Cause For Concern At Google?

These are anxious times for longtime Google fans and investors who watched the stock continue its downward trajectory this week despite posting a first-quarter profit of more than $2.3 billion, or a little over $38 million per business day, and reporting a 27% jump in revenue to more than $6.5 billion.

It didn't help that the Mountain View, Calif.-based Internet search, advertising and mobile operating system giant also failed to meet or beat the consensus per-share profit target of $8.11, coming in at just $8.08 a share.

Google (NASDAQ: GOOG) shares tumbled more than 7% -- plunging below $550 for the first time in six months -- the day after releasing its results. Even after investors cooled off over the weekend, the stock continued its regression, falling to around $521 a share by Wednesday's close.

Besides the sharp and disconcerting spike in operating expenses, up 54% to more than $2.84 billion, it seems investors and analysts were equally put off by co-founder and recently reinstated CEO Larry Page's exceeding brief and largely meaningless contribution during the post-release conference call with analysts.

The performances of both the company and its CEO, who mostly spoke in generalities about how "excited" he was about Google's prospects and product pipelines during his 90-second cameo, was enough to bring about the unthinkable: a downgrade to a "hold" recommendation from Citigroup analyst Mark Mahaney.

"We believe Google is likely to be range-bound for the foreseeable future," Mahaney wrote in a research note Friday, adding that the sharp increase in expenses combined with "limited management disclosure suggests a lack of discipline in a growth/competitive environment that simply isn't as open-ended as it was for [Google] prior to the recession."

Mahaney also cut his 52-week price target on the ultimate tech bellwether from $750 a share to $650.

To be clear, Google doesn't appear to be in imminent danger of falling off the cliff like previous Wall Street tech darlings like AOL, Yahoo and eBay which have and still are, to varying degrees, struggling to manage expenses and define themselves and their strategies after years of unbridled growth and success.

In fact, much of Google's expenses undoubtedly were related to their continued hiring spree. The company ended the quarter with more than 26,300 employees, up from just over 20,000 a year ago and almost 2,000 in the first quarter alone. Making matters worse, at least from a balance-sheet perspective, was the fact that the first quarter included a 10 percent, across-the-board salary increase for all employees.

"The most concerning element, in our view, was management's reiteration of its disciplined approach, despite the financial results that suggest otherwise," Stifel Nicolaus analyst Jordan Rohan wrote in a research note. "That contradiction made the new Larry Page era start out with a dose of tone deafness."

Google CFO Patrick Pichette defended the rising expenses by saying the company was "really bullish on our prospects," still adheres to the financial discipline imposed for years so successfully by former CEO Eric Schmidt and requires "everybody that has a cost center to demonstrate cost productivity."

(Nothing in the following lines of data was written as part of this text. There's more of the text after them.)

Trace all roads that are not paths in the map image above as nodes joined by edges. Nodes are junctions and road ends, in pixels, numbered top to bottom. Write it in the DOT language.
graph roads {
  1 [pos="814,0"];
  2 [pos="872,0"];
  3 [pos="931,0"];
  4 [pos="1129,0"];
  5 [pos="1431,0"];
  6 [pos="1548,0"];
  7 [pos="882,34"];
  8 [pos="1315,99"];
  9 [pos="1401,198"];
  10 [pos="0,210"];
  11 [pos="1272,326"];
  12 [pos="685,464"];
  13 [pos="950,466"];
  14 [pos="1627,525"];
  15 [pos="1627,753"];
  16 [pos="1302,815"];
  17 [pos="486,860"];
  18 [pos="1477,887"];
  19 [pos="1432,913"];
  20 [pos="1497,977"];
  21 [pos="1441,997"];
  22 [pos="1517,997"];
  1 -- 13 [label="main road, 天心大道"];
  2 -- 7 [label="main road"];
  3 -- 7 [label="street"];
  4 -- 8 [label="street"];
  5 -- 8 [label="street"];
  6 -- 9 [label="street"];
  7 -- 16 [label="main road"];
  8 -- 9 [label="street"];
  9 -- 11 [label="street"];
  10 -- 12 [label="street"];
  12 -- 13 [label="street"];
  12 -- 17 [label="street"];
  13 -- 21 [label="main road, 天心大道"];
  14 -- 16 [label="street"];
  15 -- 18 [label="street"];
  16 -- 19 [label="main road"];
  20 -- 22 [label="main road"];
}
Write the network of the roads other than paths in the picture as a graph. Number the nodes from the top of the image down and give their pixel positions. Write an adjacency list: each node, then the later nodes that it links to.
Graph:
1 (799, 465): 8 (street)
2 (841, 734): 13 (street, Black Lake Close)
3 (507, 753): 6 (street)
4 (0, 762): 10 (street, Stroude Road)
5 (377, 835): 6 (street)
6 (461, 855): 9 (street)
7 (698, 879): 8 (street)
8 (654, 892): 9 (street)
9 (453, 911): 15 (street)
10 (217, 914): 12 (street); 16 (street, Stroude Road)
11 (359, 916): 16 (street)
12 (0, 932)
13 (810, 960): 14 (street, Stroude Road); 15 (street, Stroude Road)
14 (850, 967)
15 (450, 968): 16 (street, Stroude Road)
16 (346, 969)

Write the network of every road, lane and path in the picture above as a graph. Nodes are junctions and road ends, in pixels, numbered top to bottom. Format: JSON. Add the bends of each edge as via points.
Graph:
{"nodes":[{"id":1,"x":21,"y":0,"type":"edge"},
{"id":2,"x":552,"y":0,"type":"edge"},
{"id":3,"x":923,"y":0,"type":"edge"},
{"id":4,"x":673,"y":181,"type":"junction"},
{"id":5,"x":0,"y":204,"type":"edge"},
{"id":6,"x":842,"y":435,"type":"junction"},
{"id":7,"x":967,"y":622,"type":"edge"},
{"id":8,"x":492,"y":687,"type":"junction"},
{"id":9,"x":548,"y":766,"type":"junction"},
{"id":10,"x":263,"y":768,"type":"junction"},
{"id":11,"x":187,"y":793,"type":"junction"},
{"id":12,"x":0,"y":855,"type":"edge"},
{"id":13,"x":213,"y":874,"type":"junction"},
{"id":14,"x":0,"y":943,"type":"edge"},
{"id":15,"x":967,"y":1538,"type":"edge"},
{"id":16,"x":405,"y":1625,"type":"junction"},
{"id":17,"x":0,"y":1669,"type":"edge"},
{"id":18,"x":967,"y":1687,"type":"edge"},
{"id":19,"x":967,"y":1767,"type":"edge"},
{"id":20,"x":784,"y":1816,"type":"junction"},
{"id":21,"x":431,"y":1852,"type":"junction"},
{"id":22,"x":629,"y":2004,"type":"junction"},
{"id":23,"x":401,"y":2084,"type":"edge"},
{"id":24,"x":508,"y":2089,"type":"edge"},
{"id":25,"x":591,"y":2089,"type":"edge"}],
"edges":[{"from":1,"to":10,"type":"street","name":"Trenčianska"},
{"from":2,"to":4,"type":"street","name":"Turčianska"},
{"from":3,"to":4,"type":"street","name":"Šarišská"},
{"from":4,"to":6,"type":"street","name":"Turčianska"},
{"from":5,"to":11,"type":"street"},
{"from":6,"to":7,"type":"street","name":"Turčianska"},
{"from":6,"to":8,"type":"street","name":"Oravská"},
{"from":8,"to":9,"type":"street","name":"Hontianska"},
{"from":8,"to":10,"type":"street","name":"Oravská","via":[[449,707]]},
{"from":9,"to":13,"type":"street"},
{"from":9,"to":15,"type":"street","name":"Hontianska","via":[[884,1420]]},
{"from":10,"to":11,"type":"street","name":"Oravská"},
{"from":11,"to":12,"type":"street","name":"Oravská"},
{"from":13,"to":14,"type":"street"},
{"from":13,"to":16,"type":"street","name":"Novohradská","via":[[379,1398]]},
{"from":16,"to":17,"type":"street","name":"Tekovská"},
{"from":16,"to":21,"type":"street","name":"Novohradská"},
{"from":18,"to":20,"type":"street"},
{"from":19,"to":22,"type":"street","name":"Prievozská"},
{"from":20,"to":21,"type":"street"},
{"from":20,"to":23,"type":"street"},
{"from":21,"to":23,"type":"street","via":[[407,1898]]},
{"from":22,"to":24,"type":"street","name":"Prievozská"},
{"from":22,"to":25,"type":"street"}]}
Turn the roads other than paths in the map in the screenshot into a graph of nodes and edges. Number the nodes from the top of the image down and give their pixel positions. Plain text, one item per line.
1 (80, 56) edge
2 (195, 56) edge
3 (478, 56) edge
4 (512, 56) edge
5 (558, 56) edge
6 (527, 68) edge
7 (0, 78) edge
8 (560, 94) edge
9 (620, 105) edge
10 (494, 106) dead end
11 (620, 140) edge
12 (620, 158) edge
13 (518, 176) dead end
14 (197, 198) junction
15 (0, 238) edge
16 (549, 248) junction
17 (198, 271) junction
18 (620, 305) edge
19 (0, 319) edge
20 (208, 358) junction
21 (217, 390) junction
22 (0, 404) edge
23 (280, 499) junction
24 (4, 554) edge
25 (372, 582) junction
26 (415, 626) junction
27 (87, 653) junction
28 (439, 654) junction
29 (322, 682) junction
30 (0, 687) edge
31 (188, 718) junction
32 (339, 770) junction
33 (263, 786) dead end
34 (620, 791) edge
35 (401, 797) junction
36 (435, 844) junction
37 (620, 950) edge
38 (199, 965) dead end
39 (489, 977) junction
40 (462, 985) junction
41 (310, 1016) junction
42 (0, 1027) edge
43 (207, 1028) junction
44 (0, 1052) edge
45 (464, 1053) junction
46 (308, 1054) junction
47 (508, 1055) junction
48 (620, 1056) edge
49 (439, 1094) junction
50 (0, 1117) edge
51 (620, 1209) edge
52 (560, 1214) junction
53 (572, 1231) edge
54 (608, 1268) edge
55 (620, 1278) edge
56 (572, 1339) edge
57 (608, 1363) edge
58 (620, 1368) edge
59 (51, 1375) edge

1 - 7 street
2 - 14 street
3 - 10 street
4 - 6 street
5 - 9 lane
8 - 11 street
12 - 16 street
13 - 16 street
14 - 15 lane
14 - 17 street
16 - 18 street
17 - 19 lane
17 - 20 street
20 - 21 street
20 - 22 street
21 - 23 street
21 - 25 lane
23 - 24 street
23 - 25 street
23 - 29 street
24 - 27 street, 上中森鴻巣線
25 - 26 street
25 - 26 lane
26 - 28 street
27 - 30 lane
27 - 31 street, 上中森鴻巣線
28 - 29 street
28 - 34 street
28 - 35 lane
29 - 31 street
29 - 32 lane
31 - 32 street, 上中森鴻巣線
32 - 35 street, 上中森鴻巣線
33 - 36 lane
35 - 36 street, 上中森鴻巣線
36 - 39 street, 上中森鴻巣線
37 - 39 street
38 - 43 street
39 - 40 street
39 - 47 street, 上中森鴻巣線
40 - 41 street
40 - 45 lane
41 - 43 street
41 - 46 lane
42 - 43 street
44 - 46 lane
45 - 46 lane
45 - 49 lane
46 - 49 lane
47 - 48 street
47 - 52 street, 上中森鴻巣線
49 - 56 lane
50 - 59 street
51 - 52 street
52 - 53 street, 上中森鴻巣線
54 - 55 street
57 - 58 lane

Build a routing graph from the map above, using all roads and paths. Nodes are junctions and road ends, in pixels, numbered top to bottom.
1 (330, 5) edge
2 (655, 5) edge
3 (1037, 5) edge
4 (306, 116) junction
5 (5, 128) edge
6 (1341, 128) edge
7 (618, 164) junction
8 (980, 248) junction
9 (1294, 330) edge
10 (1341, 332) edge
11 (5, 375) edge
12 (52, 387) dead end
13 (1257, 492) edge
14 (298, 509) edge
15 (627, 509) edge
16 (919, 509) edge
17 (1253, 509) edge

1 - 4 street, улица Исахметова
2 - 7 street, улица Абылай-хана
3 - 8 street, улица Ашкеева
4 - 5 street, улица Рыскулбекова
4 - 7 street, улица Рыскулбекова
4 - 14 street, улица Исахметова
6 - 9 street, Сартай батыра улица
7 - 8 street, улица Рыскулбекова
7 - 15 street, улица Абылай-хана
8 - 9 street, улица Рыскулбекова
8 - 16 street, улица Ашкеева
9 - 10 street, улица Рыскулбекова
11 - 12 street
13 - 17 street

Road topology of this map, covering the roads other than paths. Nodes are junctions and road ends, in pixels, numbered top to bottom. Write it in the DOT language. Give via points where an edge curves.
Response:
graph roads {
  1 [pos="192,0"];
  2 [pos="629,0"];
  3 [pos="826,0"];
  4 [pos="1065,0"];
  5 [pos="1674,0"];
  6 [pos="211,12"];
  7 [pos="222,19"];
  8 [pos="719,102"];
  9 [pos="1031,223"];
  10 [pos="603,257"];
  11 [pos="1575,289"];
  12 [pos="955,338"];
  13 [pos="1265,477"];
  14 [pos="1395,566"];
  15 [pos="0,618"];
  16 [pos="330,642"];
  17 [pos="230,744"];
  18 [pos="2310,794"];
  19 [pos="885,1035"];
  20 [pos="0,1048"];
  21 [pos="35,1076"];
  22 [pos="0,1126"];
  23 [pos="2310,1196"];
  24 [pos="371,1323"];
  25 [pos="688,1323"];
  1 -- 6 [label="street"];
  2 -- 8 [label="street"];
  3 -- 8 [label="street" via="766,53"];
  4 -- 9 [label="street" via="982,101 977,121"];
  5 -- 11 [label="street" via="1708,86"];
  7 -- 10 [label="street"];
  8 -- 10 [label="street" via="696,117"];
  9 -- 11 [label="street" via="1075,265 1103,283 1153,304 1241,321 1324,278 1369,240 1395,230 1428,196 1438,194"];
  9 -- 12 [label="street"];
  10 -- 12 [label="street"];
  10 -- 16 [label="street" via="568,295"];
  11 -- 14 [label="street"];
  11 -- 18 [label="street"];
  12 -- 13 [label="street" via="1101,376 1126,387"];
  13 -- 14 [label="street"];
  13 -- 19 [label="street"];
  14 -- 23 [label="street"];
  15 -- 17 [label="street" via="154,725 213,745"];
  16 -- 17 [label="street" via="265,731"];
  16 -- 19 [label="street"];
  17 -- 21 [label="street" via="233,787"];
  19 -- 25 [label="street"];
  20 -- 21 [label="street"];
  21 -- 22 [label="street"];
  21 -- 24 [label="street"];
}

Considering its catbird position in the gigantic search and advertising market and the fact that 350,000 Android-powered mobile devices are sold each day, many analysts were willing to give Google the benefit of the doubt.

"Although Google's expense growth was higher than expected in Q1, we believe the incremental investment will likely result in strong revenue growth in 2011-2013 at high returns on invested capital," Jim Frieland, an analyst at Cowen & Co., wrote in a research note.

Caris & Co.'s Sandeep Aggarwal was also pragmatic in his post-earnings assessment.

"We believe that for every new full-time employee Google is hiring, they are also hiring one contractor and disproportionately higher resources are going in social, mobile, local and display," he wrote in a research note. "However, as long as Google can offset the margin decline by in-line type of EBITDA and EPS, in actual dollars, due to higher-than-expected, top-line growth, the stock will likely work."

Thirty-five of the 41 analysts following Google maintain either a "buy" or "strong buy" recommendation.